First of all, Eichmann was the victim of illegal seizure; he had been kidnapped in a Buenos Aires suburb and flown without extradition to Israel. Second, he was not tried at the scene of his crimes, as our jurisprudence requires; and how could any judge, hearing evidence of the horrible crimes against his own people, not be so human as to be swayed by passion? Though sympathy would be wasted on so worthless a specimen of humanity as Eichmann, the questions of law here are not empty formalities. Law is concerned not only that justice be done but that it be done in a recognized manner. It would now be possible, Dr. Arendt points out, for agents of an African state to kidnap a white segregationist in Mississippi, bring him to trial in Ghana or Guinea, and urge the Eichmann case as a valid precedent.
As background for the trial, Dr. Arendt traces in detail how the various Nazi programs against the Jews led up to the infamous plan, called by its perpetrators the Final Solution, which was nothing less than systematic genocide. It is not pleasant reading, but is useful as a historical record, if only to remind us of what man can do to man.
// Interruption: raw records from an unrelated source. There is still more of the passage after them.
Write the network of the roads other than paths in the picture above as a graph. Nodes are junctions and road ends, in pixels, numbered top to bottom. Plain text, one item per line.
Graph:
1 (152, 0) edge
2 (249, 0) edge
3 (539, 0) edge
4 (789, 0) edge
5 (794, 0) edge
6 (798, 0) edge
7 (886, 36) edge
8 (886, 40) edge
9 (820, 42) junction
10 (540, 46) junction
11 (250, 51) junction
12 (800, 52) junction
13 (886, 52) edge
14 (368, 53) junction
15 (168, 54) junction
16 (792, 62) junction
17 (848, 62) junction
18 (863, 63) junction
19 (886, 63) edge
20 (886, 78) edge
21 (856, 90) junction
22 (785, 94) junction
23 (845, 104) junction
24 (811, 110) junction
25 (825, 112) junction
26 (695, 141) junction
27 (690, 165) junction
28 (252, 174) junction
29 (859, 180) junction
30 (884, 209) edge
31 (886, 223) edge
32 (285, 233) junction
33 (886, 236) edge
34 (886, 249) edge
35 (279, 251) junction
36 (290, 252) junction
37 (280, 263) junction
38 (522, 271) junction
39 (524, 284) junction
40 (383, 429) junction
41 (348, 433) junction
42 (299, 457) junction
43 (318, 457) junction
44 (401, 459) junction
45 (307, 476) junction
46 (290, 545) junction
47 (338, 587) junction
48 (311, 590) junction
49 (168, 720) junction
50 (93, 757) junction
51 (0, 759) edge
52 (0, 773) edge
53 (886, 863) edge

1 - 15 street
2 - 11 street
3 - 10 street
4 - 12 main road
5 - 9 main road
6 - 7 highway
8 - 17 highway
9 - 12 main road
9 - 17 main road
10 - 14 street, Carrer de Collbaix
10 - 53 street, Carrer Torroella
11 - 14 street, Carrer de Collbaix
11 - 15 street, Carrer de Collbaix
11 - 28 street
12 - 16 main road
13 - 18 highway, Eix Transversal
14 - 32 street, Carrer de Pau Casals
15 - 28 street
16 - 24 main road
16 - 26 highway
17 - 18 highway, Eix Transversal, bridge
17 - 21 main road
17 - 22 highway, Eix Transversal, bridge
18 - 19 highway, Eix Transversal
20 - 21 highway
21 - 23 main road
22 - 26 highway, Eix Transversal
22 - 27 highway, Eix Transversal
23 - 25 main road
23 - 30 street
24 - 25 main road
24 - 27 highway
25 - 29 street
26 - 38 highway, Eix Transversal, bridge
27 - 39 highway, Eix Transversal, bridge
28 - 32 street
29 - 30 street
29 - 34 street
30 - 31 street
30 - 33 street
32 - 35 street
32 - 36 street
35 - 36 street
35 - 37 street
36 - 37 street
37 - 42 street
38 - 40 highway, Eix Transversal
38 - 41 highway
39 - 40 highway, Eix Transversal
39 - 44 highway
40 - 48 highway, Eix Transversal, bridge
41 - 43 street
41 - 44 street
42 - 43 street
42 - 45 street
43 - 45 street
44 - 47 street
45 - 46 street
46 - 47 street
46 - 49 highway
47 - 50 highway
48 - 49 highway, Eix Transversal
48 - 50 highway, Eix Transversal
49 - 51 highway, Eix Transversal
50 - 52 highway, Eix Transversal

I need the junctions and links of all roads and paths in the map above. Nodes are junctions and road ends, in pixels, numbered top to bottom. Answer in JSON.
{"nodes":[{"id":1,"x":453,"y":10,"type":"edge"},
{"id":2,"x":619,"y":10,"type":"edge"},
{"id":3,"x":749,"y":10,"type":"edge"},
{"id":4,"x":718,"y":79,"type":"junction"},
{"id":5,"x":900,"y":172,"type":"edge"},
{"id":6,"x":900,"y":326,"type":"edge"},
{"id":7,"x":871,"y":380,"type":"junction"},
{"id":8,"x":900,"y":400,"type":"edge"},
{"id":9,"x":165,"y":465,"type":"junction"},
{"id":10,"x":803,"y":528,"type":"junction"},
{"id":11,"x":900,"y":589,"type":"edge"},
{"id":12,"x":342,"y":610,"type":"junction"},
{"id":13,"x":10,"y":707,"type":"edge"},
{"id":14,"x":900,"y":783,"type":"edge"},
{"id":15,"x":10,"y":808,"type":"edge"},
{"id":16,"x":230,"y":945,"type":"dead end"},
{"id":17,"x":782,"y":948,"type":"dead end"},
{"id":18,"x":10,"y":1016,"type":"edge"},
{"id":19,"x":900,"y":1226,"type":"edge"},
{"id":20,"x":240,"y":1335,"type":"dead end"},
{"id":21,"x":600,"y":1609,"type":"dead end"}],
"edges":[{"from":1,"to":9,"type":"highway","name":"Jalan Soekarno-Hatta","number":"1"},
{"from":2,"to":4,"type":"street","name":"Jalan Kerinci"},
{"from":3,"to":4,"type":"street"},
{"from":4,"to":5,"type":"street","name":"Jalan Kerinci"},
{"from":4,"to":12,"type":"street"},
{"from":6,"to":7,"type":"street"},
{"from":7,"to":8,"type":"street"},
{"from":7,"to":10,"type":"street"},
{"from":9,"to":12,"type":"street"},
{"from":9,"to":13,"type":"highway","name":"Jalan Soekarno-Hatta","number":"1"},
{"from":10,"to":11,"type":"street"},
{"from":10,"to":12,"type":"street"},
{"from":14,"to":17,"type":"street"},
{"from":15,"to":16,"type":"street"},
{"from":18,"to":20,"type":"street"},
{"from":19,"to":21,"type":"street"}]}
A more subtle but equally frightening lesson on what the state can do to man is evident in the way a totalitarian regime can mold creatures like Adolf Eichmann. Dr. Arendt’s report is most valuable in its deep grasp of the character of the accused. Far from being a monster. Eichmann was so very ordinary that he was virtually a hollow man. He lived so much by slogans and platitudes that he could even go to his death “gallantly” because he had the proper clichés to mumble. Never during or after his trial did he seem to feel guilt, or to understand the human import of what he had done; the jaws of bureaucracy had longsince devoured whatever soul he once had.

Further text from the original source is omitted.